First, Hunter’s Amended Complaint fails to allege factual falsity on an “inflated
claims” theory, see Hunter, 2024 WL 1051971, at *7-8, or “worthless services” theory,
see id. at *8-9. As the District Court concluded that Hunter failed to meet his standard of
pleading fraud with particularity under Federal Rule of Civil Procedure 9(b), it easily
concluded that Hunter also failed to plead facts to support either theory of factual falsity.
While the District Court recognized that Hunter made “substantial allegations of
understaffing . . . . [, he failed] to take the next step and allege that [Golden Living]
submitted false claims.” Id. at *7 (emphasis added).

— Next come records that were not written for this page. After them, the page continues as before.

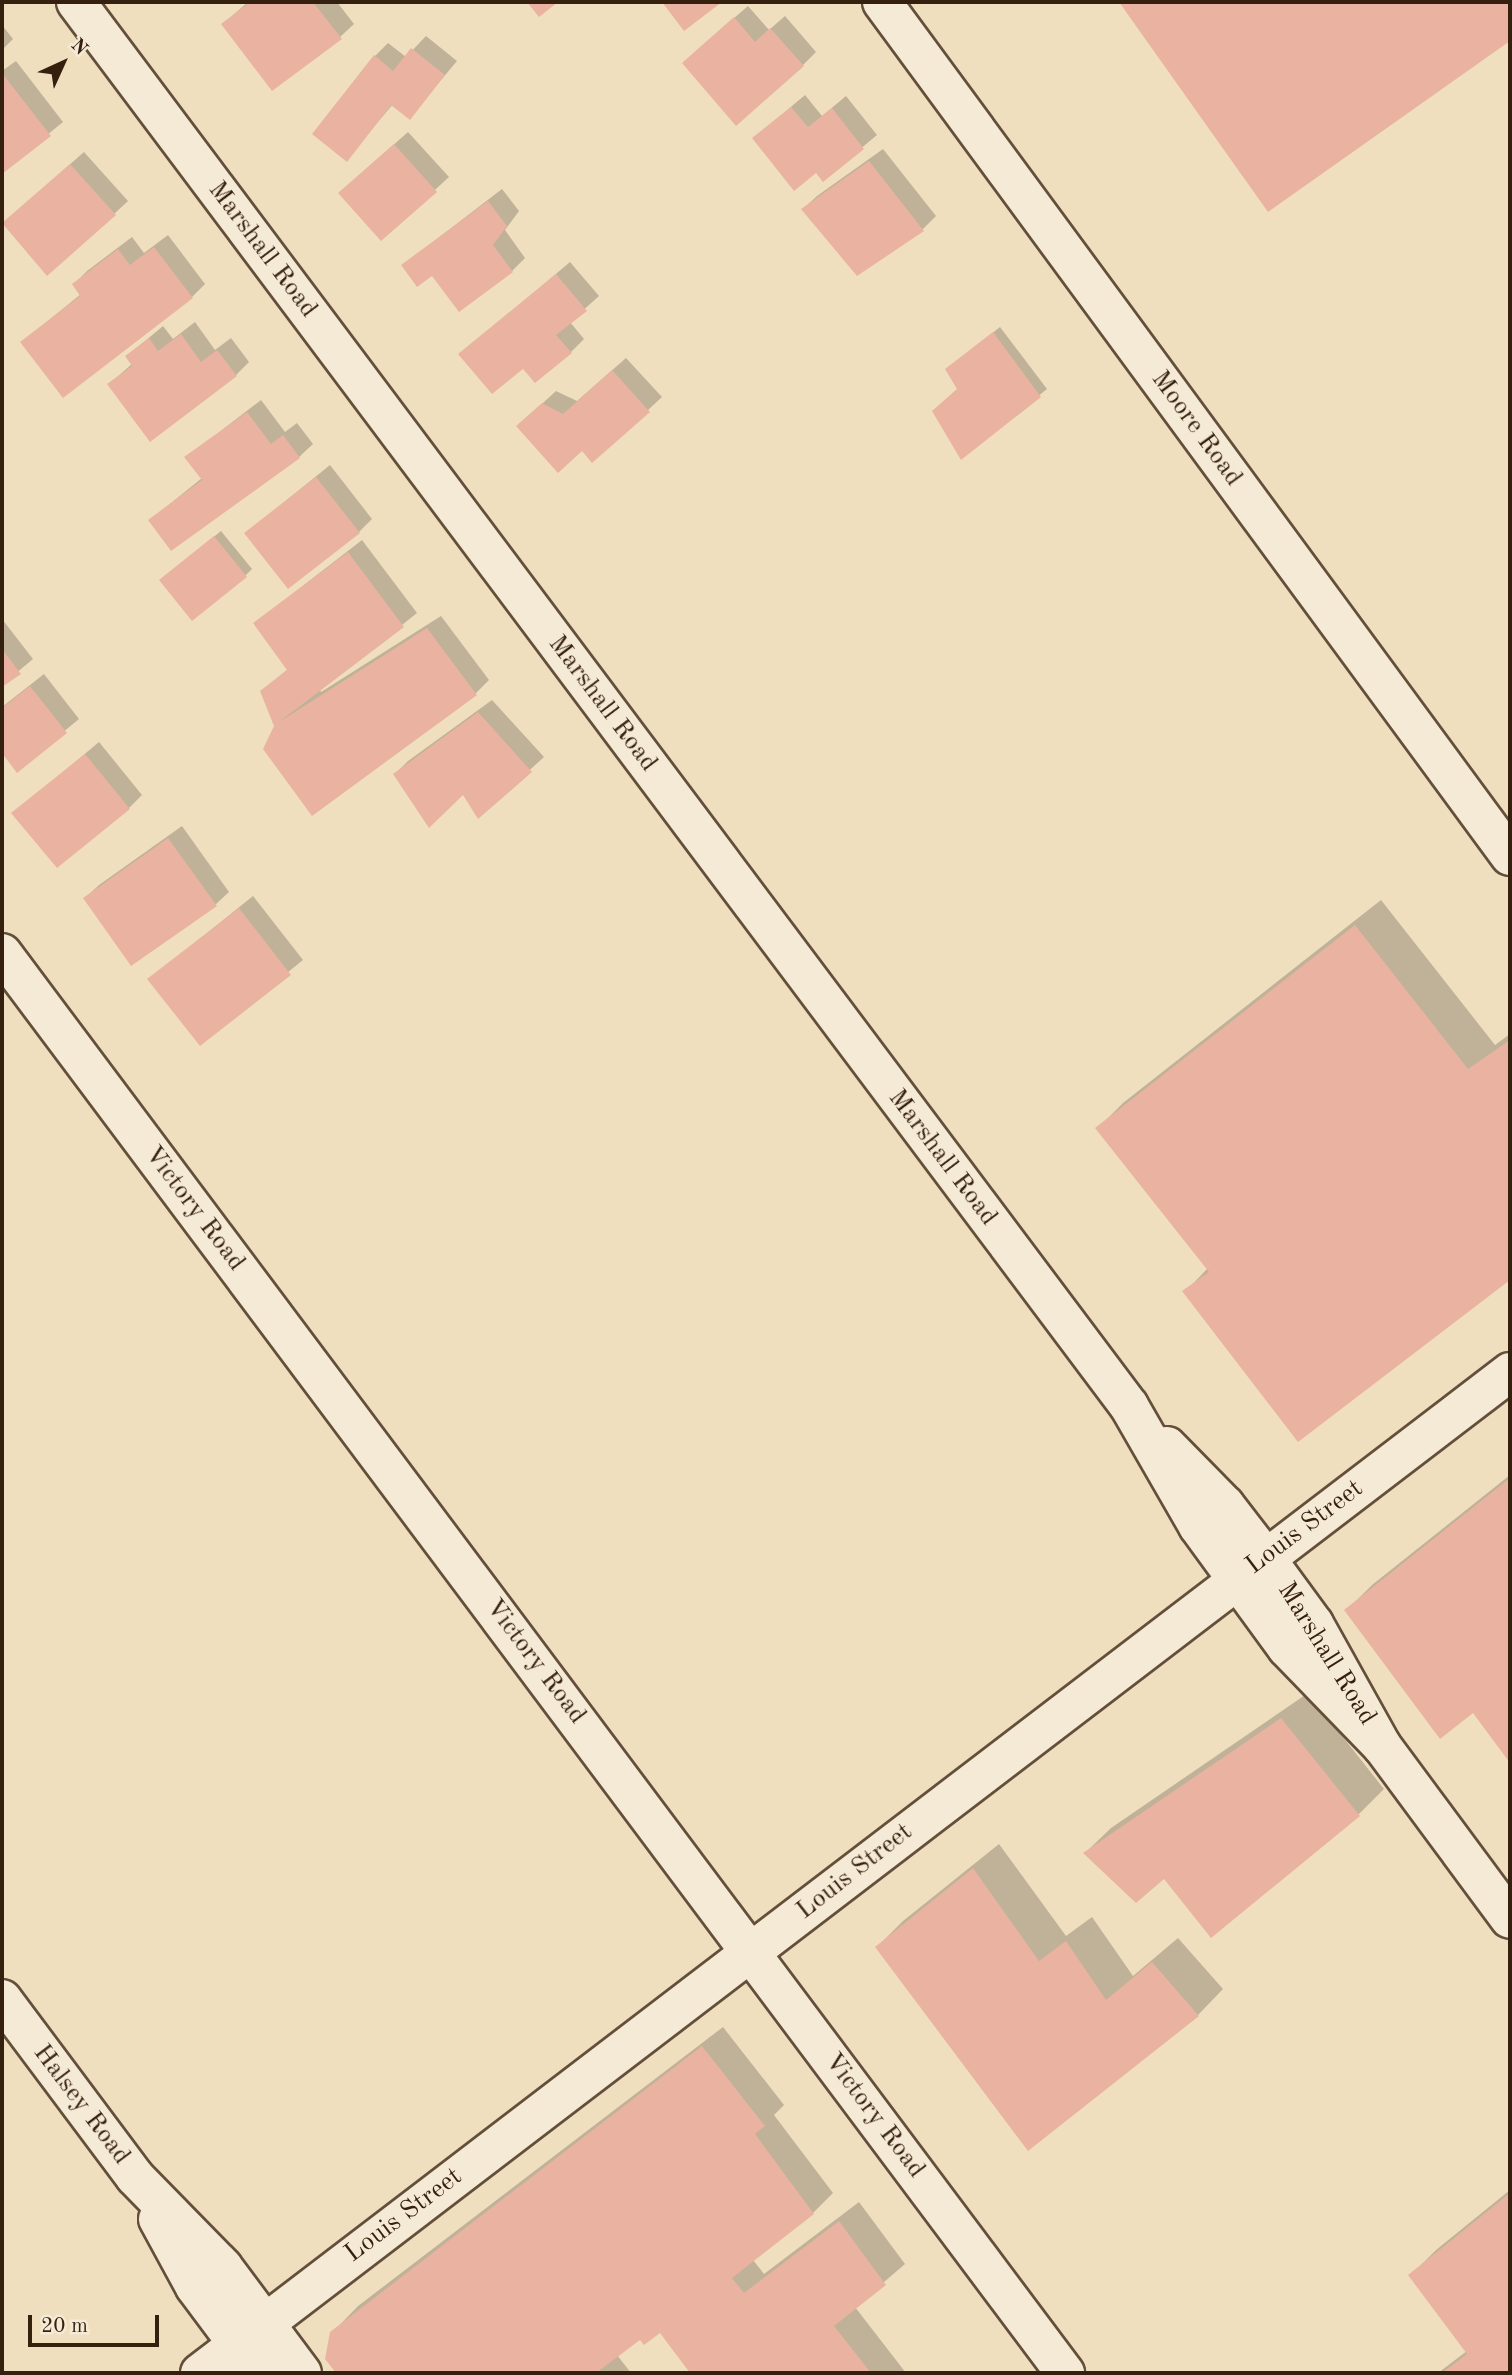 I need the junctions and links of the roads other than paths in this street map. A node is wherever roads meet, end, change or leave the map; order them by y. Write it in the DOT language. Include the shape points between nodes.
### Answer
graph roads {
  1 [pos="76,2"];
  2 [pos="882,2"];
  3 [pos="1509,853"];
  4 [pos="2,953"];
  5 [pos="1510,1372"];
  6 [pos="1251,1569"];
  7 [pos="1510,1919"];
  8 [pos="751,1951"];
  9 [pos="2,1999"];
  10 [pos="254,2347"];
  11 [pos="200,2373"];
  12 [pos="302,2373"];
  13 [pos="1065,2373"];
  1 -- 6 [label="street, Marshall Road" via="1129,1406 1198,1526"];
  2 -- 3 [label="street, Moore Road"];
  4 -- 8 [label="street, Victory Road"];
  5 -- 6 [label="street, Louis Street"];
  6 -- 7 [label="street, Marshall Road" via="1287,1648 1382,1746"];
  6 -- 8 [label="street, Louis Street"];
  8 -- 10 [label="street, Louis Street"];
  8 -- 13 [label="street, Victory Road"];
  9 -- 10 [label="street, Halsey Road" via="135,2177 195,2287"];
  10 -- 11 [label="street, Louis Street"];
  10 -- 12 [label="street, Halsey Road"];
} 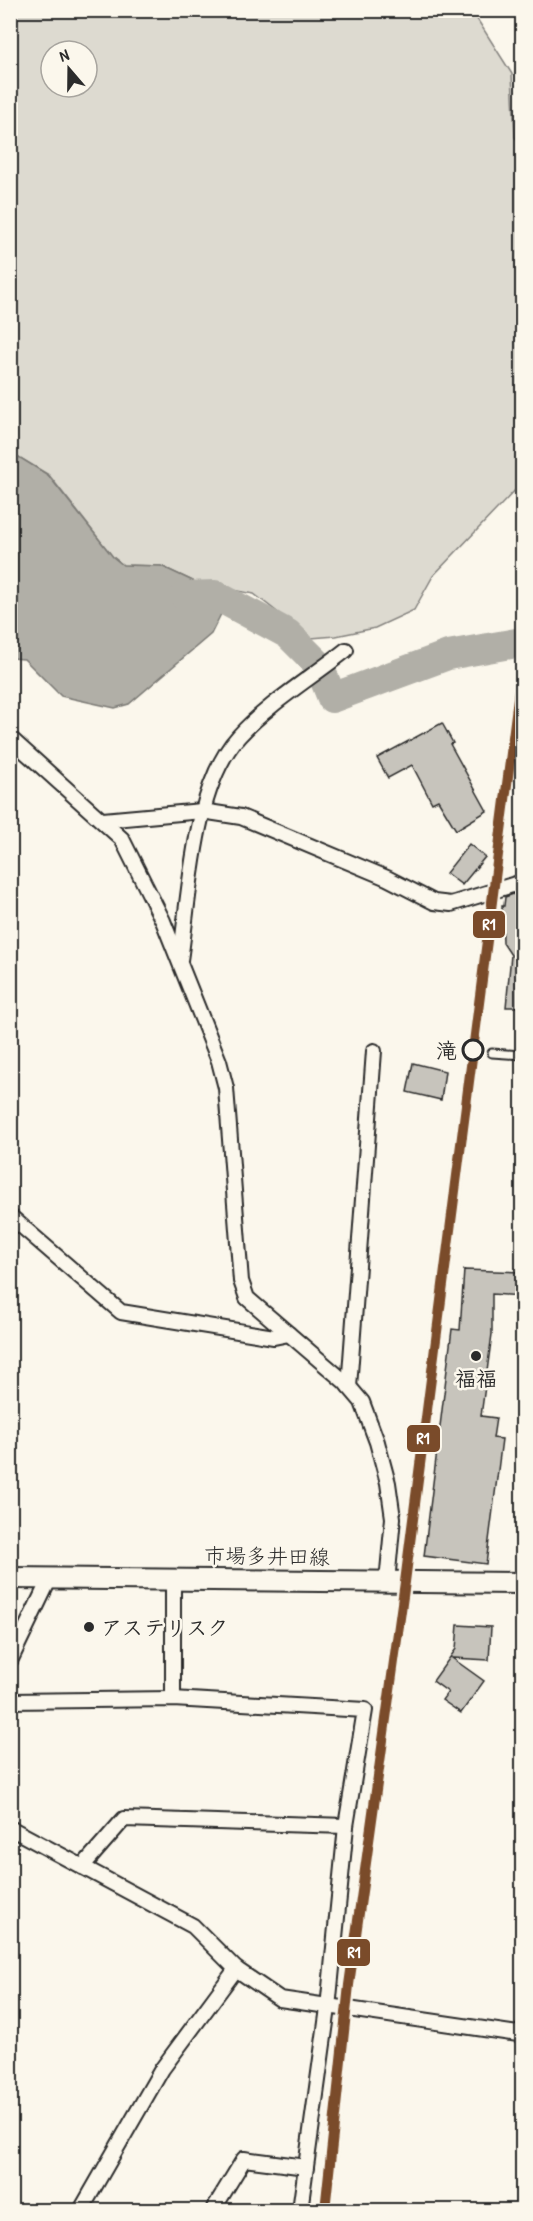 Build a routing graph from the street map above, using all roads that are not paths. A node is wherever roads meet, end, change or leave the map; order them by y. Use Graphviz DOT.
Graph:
graph roads {
  1 [pos="346,650"];
  2 [pos="10,738"];
  3 [pos="202,810"];
  4 [pos="103,820"];
  5 [pos="522,882"];
  6 [pos="180,962"];
  7 [pos="374,1051"];
  8 [pos="492,1053"];
  9 [pos="522,1055"];
  10 [pos="10,1216"];
  11 [pos="289,1334"];
  12 [pos="349,1387"];
  13 [pos="10,1578"];
  14 [pos="50,1578"];
  15 [pos="173,1579"];
  16 [pos="387,1582"];
  17 [pos="522,1583"];
  18 [pos="10,1661"];
  19 [pos="173,1699"];
  20 [pos="10,1701"];
  21 [pos="346,1826"];
  22 [pos="10,1828"];
  23 [pos="82,1867"];
  24 [pos="236,1970"];
  25 [pos="328,2008"];
  26 [pos="522,2030"];
  27 [pos="306,2167"];
  28 [pos="81,2211"];
  29 [pos="213,2211"];
  30 [pos="300,2211"];
  1 -- 3 [label="street"];
  2 -- 4 [label="street"];
  3 -- 4 [label="street"];
  3 -- 5 [label="street"];
  3 -- 6 [label="street"];
  4 -- 6 [label="street"];
  6 -- 11 [label="street"];
  7 -- 12 [label="street"];
  8 -- 9 [label="lane"];
  10 -- 11 [label="street"];
  11 -- 12 [label="street"];
  12 -- 16 [label="street"];
  13 -- 14 [label="main road, 市場多井田線"];
  14 -- 15 [label="main road, 市場多井田線"];
  14 -- 18 [label="street"];
  15 -- 16 [label="main road, 市場多井田線"];
  15 -- 19 [label="street"];
  16 -- 17 [label="main road, 市場多井田線"];
  19 -- 20 [label="street"];
  19 -- 21 [label="street"];
  21 -- 23 [label="street"];
  21 -- 25 [label="street"];
  22 -- 23 [label="street"];
  23 -- 24 [label="street"];
  24 -- 25 [label="street"];
  24 -- 28 [label="street"];
  25 -- 26 [label="street"];
  25 -- 27 [label="street"];
  27 -- 29 [label="street"];
  27 -- 30 [label="street"];
}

Instead, Hunter merely “revert[ed]
to the same conclusory formulas that simply restate the element of falsity.” Id. at *8. In
essence, the “allegations [we]re [insufficient] . . . pleadings on information and belief.”
Id. (concluding that “[Hunter’s] vague allegations of mistreatment of patients are not
specific enough to allege falsity under Rule 9(b).”).
2.
Hunter’s Amended Complaint also fails to allege either legal falsity or implied
legal falsity. Express false certifications occur when a claimant “falsely certif[ies] that it
is in compliance with regulations which are prerequisites to Government payment in
connection with the claim for payment of federal funds.” Wilkins, 659 F.3d at 305.
Implied false certifications “attach[] when a claimant seeks and makes a claim for
payment from the Government without disclosing that it violated regulations that affected
its eligibility for payment.” Id.
10 First, Hunter fails to allege express false certification because he has failed to
allege factual falsity. Although he urges that he has sufficiently plead legal falsity by
alleging “a clear picture of the circumstances that constitute the falsity of the claims
[Golden Living] submitted,” as the District Court wrote, his failure to allege factual
falsity also dooms his claim of express legal falsity. Appellant Br. 39. Hunter does not
allege who submitted fraudulent claims, what the fraudulent claims said, specific
locations where the fraudulent claims occurred, or which patients were impacted by the
fraudulent claims. See Moore, 812 F.3d at 307.
Second, Hunter fails to allege implied false certification because he likewise made
generalized and conclusory claims that Defendants “violated . . . existing regulations by
failing to comply with the staffing regulations.” Hunter, 2024 WL 1051971, at *10. The
District Court concluded in the alternative, and we agree, that “[e]ven if false
certifications were made, [Hunter] ha[d] not sufficiently alleged that those certifications
were material” to the government’s decision to pay the claims. Id. Instead, Hunter relied
on “boilerplate language” to support his claims without explaining whether violations of
the language had any impact on the government’s payment decision. Id.
Because Hunter has failed to allege the falsity element of an FCA claim, the
allegations of his Amended Complaint are insufficient to survive a Rule 12(b)(6) motion.
III.
For these reasons, we will affirm the order of the District Court.